My parents let me be best friends from 3rd grade all the way through college roommates with a girl whose family they knew did not behave according to our own family's values. This obviously included countless hours at her house and spending the night where I was under the influence (and supervision) of said family (to include a sister 16 yrs. our senior who lived at home most of the time). Looking back on it, I REALLY wish my parents had steered me away from her. This was my entire childhood spent with her, and I heard, was told, and saw creepier things than I would have liked to.
Anyway, I found out as an adult that my parents knew her family was messed up (though not like I did!), but I guess since they trusted me, they let me hang out at her house. I wish they hadn't trusted me so much! As an 8 yr. old, I didn't know any better, and since I just grew up around her family I got used to them. But by the time I was a teenager, I realized their choices did not reflect my family's values. By then it was too late. I couldn't ditch my best friend (it wasn't her fault), but really, I wish when I was 8 my parents had said...

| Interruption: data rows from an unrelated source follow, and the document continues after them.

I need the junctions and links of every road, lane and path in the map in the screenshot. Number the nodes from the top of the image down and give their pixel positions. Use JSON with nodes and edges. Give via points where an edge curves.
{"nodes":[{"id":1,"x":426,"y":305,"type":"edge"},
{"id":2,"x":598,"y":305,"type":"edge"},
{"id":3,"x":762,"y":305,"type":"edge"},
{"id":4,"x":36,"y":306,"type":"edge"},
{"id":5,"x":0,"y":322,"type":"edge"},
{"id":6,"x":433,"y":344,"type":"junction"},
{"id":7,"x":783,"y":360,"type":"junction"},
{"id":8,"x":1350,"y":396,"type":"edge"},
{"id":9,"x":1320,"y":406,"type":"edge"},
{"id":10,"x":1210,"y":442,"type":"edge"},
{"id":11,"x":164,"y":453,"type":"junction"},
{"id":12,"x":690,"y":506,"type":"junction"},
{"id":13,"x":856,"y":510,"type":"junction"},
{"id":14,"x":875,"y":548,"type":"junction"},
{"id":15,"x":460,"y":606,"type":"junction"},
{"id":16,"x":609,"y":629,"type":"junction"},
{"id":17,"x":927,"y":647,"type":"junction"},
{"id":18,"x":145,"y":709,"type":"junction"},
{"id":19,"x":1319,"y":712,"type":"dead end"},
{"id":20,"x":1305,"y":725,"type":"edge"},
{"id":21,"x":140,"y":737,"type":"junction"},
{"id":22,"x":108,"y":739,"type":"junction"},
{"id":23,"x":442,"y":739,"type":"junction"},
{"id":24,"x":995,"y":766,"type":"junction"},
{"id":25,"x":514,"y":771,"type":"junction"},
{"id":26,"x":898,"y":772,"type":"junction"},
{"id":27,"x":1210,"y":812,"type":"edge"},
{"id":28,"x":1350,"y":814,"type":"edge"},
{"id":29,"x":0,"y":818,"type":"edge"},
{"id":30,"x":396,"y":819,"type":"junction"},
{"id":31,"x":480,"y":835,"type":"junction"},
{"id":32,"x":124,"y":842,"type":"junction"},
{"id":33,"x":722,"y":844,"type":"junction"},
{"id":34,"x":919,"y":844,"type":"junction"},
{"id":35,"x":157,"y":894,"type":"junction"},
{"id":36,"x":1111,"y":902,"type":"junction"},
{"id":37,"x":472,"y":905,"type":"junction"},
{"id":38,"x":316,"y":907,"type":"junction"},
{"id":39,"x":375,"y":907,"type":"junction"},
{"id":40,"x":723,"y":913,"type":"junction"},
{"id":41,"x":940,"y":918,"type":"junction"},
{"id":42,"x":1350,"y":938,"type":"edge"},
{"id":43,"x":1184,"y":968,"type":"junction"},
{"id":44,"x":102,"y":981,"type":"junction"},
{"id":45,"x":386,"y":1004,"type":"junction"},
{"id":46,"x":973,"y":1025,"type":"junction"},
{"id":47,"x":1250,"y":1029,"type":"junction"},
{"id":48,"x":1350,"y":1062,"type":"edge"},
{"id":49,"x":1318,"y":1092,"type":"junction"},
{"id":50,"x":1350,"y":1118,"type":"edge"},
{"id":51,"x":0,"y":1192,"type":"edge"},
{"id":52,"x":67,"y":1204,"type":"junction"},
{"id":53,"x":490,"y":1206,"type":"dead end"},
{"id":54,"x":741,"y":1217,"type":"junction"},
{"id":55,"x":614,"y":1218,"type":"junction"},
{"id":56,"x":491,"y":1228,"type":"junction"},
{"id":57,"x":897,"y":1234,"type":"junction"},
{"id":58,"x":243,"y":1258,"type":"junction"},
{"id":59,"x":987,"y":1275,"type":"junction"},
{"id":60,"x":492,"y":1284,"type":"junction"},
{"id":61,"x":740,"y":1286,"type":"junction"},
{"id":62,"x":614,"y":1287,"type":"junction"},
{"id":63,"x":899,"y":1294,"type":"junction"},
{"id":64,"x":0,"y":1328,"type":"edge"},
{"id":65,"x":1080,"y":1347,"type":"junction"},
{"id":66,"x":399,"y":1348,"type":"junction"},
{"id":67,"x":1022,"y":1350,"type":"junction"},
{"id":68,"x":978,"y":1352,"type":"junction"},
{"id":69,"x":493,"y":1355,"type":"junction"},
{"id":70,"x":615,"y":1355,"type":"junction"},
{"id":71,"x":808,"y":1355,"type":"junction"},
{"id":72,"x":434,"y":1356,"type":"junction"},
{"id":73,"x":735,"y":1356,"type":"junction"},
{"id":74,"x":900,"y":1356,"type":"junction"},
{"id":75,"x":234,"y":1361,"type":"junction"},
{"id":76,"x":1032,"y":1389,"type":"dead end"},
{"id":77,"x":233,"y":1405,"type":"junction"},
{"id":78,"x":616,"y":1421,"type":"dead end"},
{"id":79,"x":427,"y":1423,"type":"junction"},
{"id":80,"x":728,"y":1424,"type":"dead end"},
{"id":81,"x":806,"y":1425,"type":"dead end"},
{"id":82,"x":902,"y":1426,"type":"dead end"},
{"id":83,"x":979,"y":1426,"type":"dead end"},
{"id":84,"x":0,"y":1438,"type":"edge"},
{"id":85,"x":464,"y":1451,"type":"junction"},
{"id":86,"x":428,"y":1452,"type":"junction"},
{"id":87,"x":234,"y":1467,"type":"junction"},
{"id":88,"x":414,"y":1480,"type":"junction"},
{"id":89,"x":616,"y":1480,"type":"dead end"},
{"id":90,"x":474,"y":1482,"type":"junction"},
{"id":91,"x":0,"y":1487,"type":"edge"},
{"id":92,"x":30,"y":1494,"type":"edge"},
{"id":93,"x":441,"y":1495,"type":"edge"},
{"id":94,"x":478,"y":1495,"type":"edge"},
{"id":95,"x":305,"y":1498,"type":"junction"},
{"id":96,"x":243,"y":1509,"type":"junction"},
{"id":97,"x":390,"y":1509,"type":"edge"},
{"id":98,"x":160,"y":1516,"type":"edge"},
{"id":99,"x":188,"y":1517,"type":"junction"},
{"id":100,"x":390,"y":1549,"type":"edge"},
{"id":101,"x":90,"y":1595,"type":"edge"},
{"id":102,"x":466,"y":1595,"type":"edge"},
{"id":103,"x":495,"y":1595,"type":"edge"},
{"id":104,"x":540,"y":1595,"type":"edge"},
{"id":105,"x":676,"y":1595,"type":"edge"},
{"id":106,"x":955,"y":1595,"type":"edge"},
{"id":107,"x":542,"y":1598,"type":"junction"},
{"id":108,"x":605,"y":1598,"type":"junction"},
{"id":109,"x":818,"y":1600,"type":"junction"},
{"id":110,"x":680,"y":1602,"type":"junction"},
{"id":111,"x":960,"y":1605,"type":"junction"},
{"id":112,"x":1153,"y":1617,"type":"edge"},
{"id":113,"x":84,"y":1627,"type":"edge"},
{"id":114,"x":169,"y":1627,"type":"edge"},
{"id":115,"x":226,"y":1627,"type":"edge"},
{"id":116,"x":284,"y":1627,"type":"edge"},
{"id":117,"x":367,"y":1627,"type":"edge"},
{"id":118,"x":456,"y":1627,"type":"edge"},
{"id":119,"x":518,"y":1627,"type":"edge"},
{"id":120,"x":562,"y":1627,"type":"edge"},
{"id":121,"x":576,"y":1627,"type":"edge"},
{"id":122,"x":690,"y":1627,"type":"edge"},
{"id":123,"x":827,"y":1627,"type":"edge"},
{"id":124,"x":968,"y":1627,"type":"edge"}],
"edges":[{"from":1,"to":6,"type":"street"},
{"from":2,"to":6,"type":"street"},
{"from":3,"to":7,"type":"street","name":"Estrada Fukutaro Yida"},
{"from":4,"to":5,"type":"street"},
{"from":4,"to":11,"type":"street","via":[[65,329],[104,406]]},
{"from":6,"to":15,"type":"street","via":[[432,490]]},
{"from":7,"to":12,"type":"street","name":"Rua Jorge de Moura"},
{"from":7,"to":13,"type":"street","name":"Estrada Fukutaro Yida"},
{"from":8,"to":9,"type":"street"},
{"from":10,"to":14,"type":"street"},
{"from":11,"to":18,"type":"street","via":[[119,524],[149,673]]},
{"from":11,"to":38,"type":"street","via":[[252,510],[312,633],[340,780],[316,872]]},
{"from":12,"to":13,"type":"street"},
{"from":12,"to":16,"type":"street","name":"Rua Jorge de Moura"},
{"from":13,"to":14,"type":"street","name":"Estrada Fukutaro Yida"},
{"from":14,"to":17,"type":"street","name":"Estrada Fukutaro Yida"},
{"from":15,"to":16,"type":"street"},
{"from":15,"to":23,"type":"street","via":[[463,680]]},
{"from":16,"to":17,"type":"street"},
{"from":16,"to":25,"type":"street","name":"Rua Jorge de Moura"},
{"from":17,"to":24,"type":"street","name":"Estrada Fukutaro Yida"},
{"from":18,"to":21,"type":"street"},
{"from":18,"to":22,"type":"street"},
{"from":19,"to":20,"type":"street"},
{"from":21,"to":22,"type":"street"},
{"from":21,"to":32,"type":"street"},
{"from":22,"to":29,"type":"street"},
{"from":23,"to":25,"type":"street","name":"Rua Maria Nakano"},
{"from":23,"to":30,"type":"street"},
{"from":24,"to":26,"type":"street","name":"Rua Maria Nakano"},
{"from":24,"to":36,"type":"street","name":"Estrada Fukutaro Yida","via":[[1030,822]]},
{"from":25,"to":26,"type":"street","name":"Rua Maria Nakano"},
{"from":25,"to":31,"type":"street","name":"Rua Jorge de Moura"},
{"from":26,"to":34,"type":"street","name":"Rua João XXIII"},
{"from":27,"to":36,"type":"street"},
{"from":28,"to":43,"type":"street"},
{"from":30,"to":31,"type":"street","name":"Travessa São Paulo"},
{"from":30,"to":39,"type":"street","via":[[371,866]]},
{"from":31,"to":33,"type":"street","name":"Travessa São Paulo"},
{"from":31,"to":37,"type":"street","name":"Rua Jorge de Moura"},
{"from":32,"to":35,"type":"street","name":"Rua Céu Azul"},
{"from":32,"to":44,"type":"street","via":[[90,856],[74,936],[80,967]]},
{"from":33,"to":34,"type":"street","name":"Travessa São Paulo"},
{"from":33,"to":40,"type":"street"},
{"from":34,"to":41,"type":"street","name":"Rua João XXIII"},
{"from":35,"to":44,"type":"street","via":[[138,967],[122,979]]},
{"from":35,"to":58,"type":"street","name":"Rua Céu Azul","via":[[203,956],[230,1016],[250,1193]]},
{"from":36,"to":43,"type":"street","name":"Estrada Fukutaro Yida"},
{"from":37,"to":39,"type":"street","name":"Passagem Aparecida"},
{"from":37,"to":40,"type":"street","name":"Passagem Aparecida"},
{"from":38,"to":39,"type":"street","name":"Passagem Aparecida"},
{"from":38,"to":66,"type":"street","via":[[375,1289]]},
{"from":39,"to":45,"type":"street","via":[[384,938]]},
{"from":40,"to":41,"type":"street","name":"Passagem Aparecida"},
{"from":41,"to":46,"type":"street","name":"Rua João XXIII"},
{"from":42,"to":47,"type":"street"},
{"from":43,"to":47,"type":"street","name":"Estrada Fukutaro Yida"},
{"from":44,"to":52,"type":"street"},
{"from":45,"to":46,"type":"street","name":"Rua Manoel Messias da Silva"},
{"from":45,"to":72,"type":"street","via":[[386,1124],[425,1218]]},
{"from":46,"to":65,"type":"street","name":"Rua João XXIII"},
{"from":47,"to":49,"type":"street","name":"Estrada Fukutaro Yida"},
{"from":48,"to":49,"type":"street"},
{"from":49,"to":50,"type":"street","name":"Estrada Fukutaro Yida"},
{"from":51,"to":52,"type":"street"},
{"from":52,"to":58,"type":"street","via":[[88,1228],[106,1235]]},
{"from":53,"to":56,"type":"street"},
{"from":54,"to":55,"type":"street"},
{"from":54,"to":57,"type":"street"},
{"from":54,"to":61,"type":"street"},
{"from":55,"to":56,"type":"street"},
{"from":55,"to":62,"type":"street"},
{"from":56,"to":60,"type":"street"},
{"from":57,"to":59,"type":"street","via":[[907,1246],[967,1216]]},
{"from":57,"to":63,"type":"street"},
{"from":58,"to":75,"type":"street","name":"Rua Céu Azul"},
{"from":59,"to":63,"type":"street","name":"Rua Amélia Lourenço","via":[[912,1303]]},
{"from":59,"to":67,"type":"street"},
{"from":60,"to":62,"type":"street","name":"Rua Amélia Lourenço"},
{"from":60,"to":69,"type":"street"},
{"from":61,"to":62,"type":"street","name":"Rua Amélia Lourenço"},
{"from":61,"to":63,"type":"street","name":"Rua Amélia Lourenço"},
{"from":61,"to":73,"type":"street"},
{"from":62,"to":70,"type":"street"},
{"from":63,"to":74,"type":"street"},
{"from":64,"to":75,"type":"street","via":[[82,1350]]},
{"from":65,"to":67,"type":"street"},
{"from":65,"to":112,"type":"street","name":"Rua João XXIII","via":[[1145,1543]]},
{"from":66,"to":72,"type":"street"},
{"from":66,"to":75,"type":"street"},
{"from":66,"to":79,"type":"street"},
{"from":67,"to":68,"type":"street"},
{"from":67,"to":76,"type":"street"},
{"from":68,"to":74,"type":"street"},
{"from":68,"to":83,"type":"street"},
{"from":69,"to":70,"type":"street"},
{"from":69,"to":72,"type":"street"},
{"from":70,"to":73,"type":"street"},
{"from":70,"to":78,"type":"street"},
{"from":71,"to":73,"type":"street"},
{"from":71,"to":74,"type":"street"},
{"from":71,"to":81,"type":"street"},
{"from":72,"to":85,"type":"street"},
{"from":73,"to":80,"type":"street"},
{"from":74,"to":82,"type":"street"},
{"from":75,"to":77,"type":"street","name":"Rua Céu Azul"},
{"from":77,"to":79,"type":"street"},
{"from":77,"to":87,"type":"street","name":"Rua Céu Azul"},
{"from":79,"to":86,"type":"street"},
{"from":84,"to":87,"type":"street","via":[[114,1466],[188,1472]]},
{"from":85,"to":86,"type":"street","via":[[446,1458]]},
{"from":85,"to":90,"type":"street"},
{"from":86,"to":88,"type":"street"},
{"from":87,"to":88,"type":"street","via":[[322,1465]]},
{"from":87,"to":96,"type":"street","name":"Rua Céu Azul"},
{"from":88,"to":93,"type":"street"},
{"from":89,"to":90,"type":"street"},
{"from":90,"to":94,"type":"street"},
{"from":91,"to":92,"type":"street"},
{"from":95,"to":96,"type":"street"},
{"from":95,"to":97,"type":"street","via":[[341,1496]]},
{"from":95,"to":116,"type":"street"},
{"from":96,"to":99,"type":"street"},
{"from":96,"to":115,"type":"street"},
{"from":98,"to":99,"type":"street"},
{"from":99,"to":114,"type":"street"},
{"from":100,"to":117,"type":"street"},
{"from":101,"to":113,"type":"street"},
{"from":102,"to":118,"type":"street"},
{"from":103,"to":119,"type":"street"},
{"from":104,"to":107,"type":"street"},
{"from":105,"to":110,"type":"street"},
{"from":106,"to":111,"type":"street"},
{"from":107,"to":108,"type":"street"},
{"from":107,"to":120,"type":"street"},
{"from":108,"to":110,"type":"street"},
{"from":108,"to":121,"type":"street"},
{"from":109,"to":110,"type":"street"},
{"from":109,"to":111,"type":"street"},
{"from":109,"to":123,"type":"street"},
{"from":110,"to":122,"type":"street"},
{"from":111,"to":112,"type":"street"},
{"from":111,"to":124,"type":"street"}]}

No, you can't spend the night at the house of a 24 yr. woman who sleeps with male strippers and go with your friend to 7-11 to buy cigarettes for her mom (oh yes, they sold them to us), because when you turn 16 the older sister will give you a book about how to please men, and will give her sister her prescript. drugs, and when you turn 18 she will lie to you and trick you into entering a male strip club. And even though you are good and we know you won't go into the 7-11 and you'll give the book back to her and not read it, and you'll walk right back out of that club and call your dad to come pick you up... We love you enough, our sweet 8 yr. old, to not put you in a place where you are having to make those choices for yourself, because right now, that's our job.